◆ Your instructions
Every record should be written out again in full, with no character altered.

====================

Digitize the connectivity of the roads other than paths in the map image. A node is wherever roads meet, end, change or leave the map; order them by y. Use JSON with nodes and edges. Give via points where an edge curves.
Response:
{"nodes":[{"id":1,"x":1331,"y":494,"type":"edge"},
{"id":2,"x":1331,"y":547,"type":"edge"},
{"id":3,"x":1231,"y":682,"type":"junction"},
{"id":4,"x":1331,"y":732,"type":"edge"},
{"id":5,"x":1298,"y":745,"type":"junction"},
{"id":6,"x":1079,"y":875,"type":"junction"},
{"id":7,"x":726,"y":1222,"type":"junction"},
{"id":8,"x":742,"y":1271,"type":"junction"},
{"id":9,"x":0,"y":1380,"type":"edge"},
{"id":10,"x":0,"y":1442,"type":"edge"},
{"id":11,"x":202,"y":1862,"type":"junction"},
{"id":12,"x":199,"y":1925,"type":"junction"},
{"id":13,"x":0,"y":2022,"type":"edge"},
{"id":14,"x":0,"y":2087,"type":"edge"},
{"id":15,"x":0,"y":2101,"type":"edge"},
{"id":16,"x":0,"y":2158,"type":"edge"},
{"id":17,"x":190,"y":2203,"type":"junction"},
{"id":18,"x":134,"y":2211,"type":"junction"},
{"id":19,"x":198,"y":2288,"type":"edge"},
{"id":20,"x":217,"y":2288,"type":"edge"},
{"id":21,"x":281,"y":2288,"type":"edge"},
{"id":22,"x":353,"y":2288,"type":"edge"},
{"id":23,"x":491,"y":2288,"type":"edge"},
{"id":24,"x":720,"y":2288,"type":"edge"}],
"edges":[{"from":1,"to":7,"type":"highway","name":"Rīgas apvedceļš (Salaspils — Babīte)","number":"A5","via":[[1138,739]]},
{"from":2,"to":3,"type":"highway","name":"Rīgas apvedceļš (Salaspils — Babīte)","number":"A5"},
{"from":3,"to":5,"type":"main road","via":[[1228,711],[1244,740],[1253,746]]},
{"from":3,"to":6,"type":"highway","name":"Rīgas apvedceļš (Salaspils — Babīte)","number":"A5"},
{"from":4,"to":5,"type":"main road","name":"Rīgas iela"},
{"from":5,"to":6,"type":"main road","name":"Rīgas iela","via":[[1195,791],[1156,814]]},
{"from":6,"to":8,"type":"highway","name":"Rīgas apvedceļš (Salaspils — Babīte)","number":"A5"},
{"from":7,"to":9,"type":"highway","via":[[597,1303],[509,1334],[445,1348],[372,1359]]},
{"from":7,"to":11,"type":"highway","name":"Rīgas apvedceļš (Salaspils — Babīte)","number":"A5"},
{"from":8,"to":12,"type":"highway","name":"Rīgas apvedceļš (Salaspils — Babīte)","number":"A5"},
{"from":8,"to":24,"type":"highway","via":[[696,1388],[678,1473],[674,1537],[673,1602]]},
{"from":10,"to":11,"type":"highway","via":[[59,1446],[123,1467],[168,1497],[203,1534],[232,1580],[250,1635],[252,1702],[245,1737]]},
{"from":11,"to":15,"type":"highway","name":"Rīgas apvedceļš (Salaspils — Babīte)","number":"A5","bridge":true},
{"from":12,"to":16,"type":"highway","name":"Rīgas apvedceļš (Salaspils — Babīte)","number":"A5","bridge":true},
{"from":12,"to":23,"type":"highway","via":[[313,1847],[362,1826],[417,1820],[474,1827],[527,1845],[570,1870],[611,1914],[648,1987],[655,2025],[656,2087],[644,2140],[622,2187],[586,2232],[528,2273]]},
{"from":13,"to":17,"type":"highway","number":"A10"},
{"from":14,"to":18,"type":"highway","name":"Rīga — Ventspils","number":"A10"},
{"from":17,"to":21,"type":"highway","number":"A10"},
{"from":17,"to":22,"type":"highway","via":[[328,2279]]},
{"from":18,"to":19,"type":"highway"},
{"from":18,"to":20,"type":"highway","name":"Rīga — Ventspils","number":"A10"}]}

====================

◆ Response area
Digitize the connectivity of the roads other than paths in the map image. A node is wherever roads meet, end, change or leave the map; order them by y. Use JSON with nodes and edges. Give via points where an edge curves.
Response:
{"nodes":[{"id":1,"x":1331,"y":494,"type":"edge"},
{"id":2,"x":1331,"y":547,"type":"edge"},
{"id":3,"x":1231,"y":682,"type":"junction"},
{"id":4,"x":1331,"y":732,"type":"edge"},
{"id":5,"x":1298,"y":745,"type":"junction"},
{"id":6,"x":1079,"y":875,"type":"junction"},
{"id":7,"x":726,"y":1222,"type":"junction"},
{"id":8,"x":742,"y":1271,"type":"junction"},
{"id":9,"x":0,"y":1380,"type":"edge"},
{"id":10,"x":0,"y":1442,"type":"edge"},
{"id":11,"x":202,"y":1862,"type":"junction"},
{"id":12,"x":199,"y":1925,"type":"junction"},
{"id":13,"x":0,"y":2022,"type":"edge"},
{"id":14,"x":0,"y":2087,"type":"edge"},
{"id":15,"x":0,"y":2101,"type":"edge"},
{"id":16,"x":0,"y":2158,"type":"edge"},
{"id":17,"x":190,"y":2203,"type":"junction"},
{"id":18,"x":134,"y":2211,"type":"junction"},
{"id":19,"x":198,"y":2288,"type":"edge"},
{"id":20,"x":217,"y":2288,"type":"edge"},
{"id":21,"x":281,"y":2288,"type":"edge"},
{"id":22,"x":353,"y":2288,"type":"edge"},
{"id":23,"x":491,"y":2288,"type":"edge"},
{"id":24,"x":720,"y":2288,"type":"edge"}],
"edges":[{"from":1,"to":7,"type":"highway","name":"Rīgas apvedceļš (Salaspils — Babīte)","number":"A5","via":[[1138,739]]},
{"from":2,"to":3,"type":"highway","name":"Rīgas apvedceļš (Salaspils — Babīte)","number":"A5"},
{"from":3,"to":5,"type":"main road","via":[[1228,711],[1244,740],[1253,746]]},
{"from":3,"to":6,"type":"highway","name":"Rīgas apvedceļš (Salaspils — Babīte)","number":"A5"},
{"from":4,"to":5,"type":"main road","name":"Rīgas iela"},
{"from":5,"to":6,"type":"main road","name":"Rīgas iela","via":[[1195,791],[1156,814]]},
{"from":6,"to":8,"type":"highway","name":"Rīgas apvedceļš (Salaspils — Babīte)","number":"A5"},
{"from":7,"to":9,"type":"highway","via":[[597,1303],[509,1334],[445,1348],[372,1359]]},
{"from":7,"to":11,"type":"highway","name":"Rīgas apvedceļš (Salaspils — Babīte)","number":"A5"},
{"from":8,"to":12,"type":"highway","name":"Rīgas apvedceļš (Salaspils — Babīte)","number":"A5"},
{"from":8,"to":24,"type":"highway","via":[[696,1388],[678,1473],[674,1537],[673,1602]]},
{"from":10,"to":11,"type":"highway","via":[[59,1446],[123,1467],[168,1497],[203,1534],[232,1580],[250,1635],[252,1702],[245,1737]]},
{"from":11,"to":15,"type":"highway","name":"Rīgas apvedceļš (Salaspils — Babīte)","number":"A5","bridge":true},
{"from":12,"to":16,"type":"highway","name":"Rīgas apvedceļš (Salaspils — Babīte)","number":"A5","bridge":true},
{"from":12,"to":23,"type":"highway","via":[[313,1847],[362,1826],[417,1820],[474,1827],[527,1845],[570,1870],[611,1914],[648,1987],[655,2025],[656,2087],[644,2140],[622,2187],[586,2232],[528,2273]]},
{"from":13,"to":17,"type":"highway","number":"A10"},
{"from":14,"to":18,"type":"highway","name":"Rīga — Ventspils","number":"A10"},
{"from":17,"to":21,"type":"highway","number":"A10"},
{"from":17,"to":22,"type":"highway","via":[[328,2279]]},
{"from":18,"to":19,"type":"highway"},
{"from":18,"to":20,"type":"highway","name":"Rīga — Ventspils","number":"A10"}]}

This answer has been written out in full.